Todo sucede como si la sensación, de toda concepción, esta famosa sensación inasible
para la introspección, apareciera con la imagen. La sensación no es un residuo de la
percepción, sino una función propia: la influencia que la imagen ejerce sobre nosotros –
una función de ritmo–. El-ser-en-el-mundo, como se dice hoy en día, es una existencia
con conceptos. La sensibilidad se plantea como un evento ontológico distinto, pero solo
se cumple en la imaginación.

Si el arte consiste en sustituir la imagen por el ser –el elemento estético es, conforme a
su etimología, la sensación. El conjunto de nuestro mundo, con su conformación
elemental e intelectualmente elaborada, nos puede tocar musicalmente, volverse
imagen. Por eso, el arte clásico vinculado al objeto, todos esos cuadros, todas esas
estatuas representando quelque chose, todos esos poemas que reconocen la sintaxis y la
puntuación, no se conforman menos a la esencia verdadera del arte que las obras
modernas que se pretenden música pura, pintura pura, poesía pura, con el pretexto de
expulsar los objetos del mundo de los sonidos, de los colores, de las palabras donde
estas nos introducen; bajo pretexto de romper la representación. El objeto representado
se convierte, por el simple hecho de volverse imagen, en no-objeto; la imagen como tal,
entra en categorías originales que quisiéramos exponer aquí. La desencarnación de la
realidad por la imagen no equivale a una simple disminución de grado.

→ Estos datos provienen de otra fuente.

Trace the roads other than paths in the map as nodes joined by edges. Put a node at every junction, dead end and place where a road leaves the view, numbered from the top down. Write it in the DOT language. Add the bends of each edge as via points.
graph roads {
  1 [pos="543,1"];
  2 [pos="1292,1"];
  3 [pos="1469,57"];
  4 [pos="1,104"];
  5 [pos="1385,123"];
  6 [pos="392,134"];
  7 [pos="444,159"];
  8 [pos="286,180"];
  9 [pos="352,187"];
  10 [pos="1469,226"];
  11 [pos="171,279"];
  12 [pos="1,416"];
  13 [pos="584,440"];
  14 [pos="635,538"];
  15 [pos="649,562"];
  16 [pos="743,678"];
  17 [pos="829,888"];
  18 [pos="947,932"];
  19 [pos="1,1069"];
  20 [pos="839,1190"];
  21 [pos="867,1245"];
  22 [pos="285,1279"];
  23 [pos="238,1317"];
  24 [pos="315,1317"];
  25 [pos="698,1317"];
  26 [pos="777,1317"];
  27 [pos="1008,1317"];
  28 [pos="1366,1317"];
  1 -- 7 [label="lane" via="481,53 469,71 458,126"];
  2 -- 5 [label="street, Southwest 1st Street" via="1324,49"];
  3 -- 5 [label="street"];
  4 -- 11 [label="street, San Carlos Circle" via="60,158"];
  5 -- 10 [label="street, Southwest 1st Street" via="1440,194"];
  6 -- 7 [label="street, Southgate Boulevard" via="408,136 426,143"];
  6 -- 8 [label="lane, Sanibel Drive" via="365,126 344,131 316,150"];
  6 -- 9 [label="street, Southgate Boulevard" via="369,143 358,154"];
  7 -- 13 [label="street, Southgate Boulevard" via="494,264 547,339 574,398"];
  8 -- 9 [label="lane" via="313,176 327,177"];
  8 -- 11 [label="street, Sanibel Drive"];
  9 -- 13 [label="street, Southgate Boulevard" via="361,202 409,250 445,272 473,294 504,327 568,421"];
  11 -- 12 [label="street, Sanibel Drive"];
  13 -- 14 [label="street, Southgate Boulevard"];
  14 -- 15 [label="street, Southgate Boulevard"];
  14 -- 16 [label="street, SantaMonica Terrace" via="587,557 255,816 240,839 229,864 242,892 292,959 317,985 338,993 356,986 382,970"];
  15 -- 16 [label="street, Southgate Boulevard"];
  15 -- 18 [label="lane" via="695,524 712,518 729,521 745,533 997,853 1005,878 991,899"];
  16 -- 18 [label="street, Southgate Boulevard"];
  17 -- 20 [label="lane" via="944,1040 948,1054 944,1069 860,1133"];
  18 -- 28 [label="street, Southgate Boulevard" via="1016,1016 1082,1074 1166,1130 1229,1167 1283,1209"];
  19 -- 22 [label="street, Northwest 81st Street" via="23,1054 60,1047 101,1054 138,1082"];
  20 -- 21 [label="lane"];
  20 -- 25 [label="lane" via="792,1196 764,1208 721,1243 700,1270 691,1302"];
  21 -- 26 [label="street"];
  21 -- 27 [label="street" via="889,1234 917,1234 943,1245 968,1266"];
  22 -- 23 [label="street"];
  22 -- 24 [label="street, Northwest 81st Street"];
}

Se desprende de
una dimensión ontológica que no se extiende entre nosotros y una realidad por aferrar,
sino ahí donde el comercio con la realidad es un ritmo.

PARECIDO E IMAGEN

La fenomenología de la imagen insiste en su transparencia. La intención del que


contempla la imagen ha de ir directamente a través de la imagen, como a través de una
ventana al mundo que ésta representa, pero enfocando un objeto. Por otro lado, nada
más misterioso que el término “mundo que ésta representa” –ya que la representación
no expresa precisamente más que la función de la imagen que aún está por determinar.
Teoría de la transparencia establecida como reacción contra la teoría de la imagen
mental –cuadro interior– que dejaría en nosotros la percepción del objeto. Nuestra
mirada en la imaginación se dirige entonces, siempre al exterior, pero la imaginación
modifica o neutraliza esa mirada: en cierta manera el mundo real aparece entre
paréntesis o entre comillas. El problema consiste en concretar el sentido de estos
procedimientos de escritura. El mundo imaginario se presentaría como irreal –¿pero
acaso podemos decir algo más de esta irrealidad?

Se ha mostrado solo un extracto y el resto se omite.